Work task >>
Please write out exactly the lines of the data below from the line holding "middle dip: (453, 202)" through the line holding "pinky tip: (551, 232)", and leave out the rest.

** Data supplied follows **

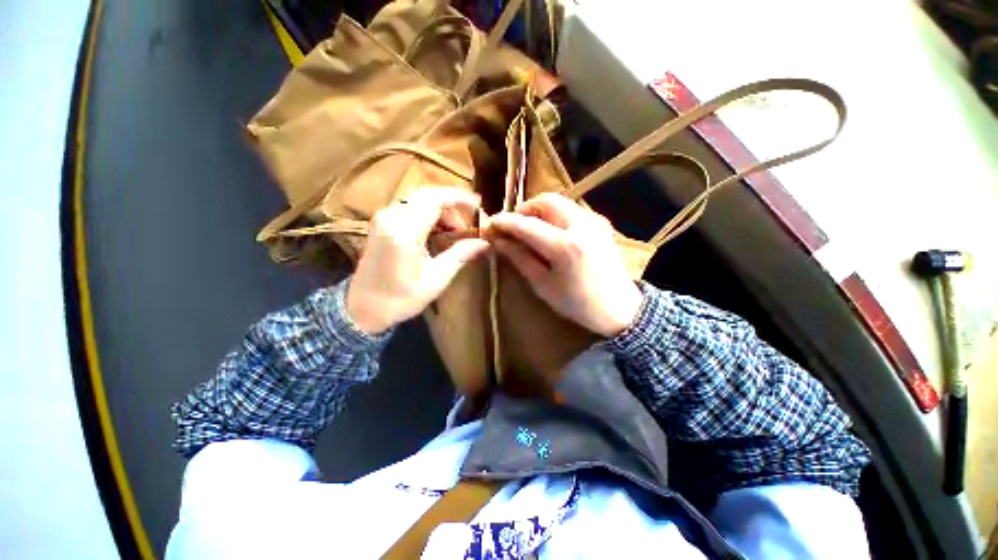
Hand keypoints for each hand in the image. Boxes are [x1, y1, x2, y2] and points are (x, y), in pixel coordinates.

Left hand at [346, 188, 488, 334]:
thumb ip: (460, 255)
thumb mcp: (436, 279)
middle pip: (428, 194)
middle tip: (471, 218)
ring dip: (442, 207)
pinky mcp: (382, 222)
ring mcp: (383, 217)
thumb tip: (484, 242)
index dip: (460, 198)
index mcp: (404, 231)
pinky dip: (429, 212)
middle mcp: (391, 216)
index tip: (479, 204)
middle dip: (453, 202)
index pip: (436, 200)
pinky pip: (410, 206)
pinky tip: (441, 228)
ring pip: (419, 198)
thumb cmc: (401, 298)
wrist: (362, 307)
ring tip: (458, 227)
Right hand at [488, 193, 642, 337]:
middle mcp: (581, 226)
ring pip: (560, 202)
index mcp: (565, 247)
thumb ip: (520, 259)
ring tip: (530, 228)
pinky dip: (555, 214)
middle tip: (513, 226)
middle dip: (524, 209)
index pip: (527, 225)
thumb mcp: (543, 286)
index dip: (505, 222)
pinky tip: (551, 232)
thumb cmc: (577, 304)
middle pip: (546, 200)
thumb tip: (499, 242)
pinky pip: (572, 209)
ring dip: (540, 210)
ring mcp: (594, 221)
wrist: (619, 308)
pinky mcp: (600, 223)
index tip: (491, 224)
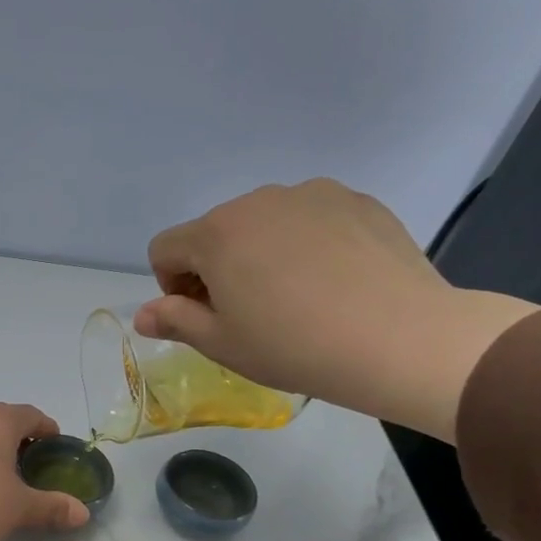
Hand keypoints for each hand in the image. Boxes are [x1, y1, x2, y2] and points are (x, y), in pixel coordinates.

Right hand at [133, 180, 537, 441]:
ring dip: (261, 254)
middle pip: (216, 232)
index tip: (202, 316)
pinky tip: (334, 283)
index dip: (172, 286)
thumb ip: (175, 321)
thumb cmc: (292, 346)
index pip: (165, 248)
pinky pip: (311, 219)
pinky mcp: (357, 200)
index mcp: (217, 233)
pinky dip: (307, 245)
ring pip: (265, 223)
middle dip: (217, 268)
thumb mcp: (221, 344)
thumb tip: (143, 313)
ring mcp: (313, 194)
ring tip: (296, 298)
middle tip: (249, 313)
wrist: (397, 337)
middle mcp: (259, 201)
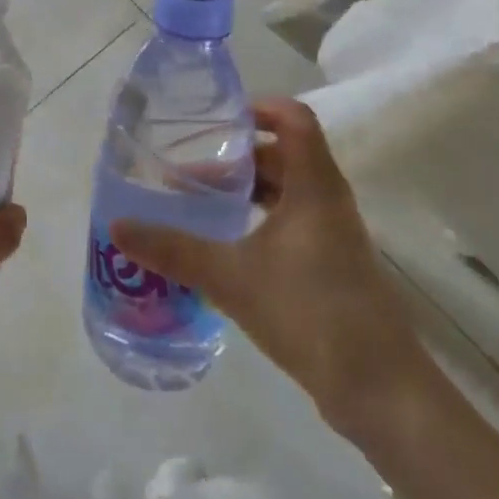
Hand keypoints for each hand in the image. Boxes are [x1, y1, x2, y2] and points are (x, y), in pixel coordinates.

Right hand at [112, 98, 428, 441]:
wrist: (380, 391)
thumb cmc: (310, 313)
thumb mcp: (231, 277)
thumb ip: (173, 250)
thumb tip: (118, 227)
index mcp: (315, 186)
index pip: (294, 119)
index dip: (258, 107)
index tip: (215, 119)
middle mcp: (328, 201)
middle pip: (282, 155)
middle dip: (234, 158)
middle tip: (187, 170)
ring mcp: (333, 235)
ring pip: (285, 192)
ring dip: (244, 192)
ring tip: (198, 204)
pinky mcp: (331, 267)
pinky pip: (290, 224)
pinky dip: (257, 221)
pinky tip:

** End of Data supplied **
** Data supplied follows **

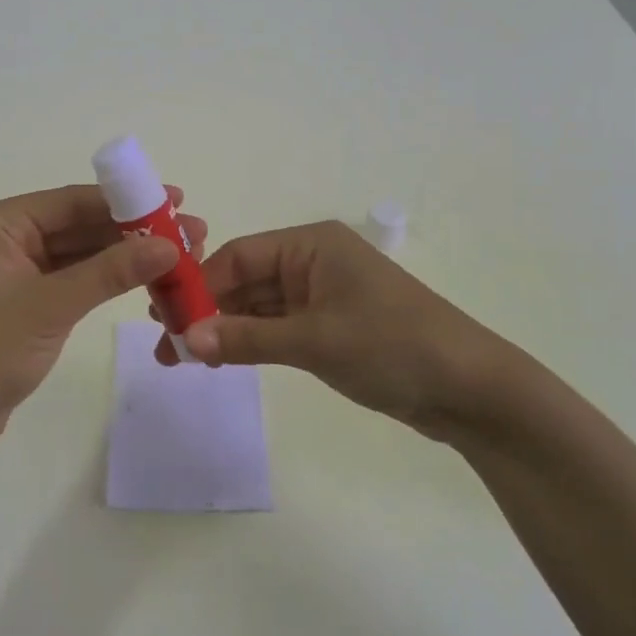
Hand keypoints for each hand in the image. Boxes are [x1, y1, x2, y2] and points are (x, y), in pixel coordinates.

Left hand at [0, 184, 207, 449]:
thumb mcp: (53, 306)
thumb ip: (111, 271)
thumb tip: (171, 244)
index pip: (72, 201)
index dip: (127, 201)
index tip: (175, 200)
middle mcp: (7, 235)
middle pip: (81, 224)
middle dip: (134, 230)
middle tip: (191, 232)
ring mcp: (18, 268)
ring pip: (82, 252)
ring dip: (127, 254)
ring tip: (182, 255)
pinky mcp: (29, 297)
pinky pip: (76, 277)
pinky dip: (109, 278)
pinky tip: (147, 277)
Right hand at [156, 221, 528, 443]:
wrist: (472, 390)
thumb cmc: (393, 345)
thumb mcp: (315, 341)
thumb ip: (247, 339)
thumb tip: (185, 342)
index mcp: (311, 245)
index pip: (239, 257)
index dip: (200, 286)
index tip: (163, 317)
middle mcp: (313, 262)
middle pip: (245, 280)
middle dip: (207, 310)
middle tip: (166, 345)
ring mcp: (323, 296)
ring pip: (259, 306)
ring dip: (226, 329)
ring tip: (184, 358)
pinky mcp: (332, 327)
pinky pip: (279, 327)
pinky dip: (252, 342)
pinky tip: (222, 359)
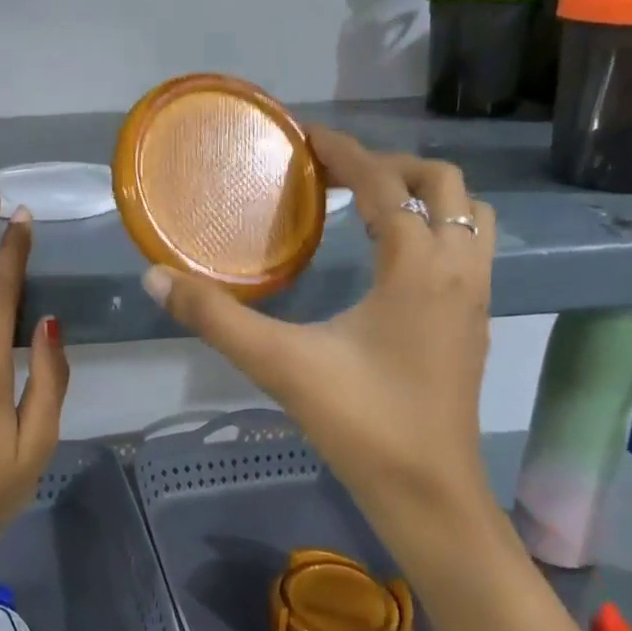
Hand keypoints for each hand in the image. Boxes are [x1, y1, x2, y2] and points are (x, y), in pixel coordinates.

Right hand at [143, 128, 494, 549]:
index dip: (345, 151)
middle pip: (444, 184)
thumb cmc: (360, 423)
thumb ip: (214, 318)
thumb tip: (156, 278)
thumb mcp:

** End of Data supplied **

Task response >>
middle dip: (453, 202)
index pip: (436, 200)
pinky pip: (410, 206)
pinky tip: (441, 228)
ring pip: (419, 198)
thumb cmc: (401, 298)
wrist: (362, 307)
ring tip: (458, 227)
Right hand at [488, 193, 642, 337]:
middle mcp: (581, 226)
ring pip: (560, 202)
index mcp: (565, 247)
thumb ip: (520, 259)
ring tip: (530, 228)
pinky dip: (555, 214)
middle tip: (513, 226)
middle dip: (524, 209)
index pip: (527, 225)
thumb mcp: (543, 286)
index dip: (505, 222)
pinky tip: (551, 232)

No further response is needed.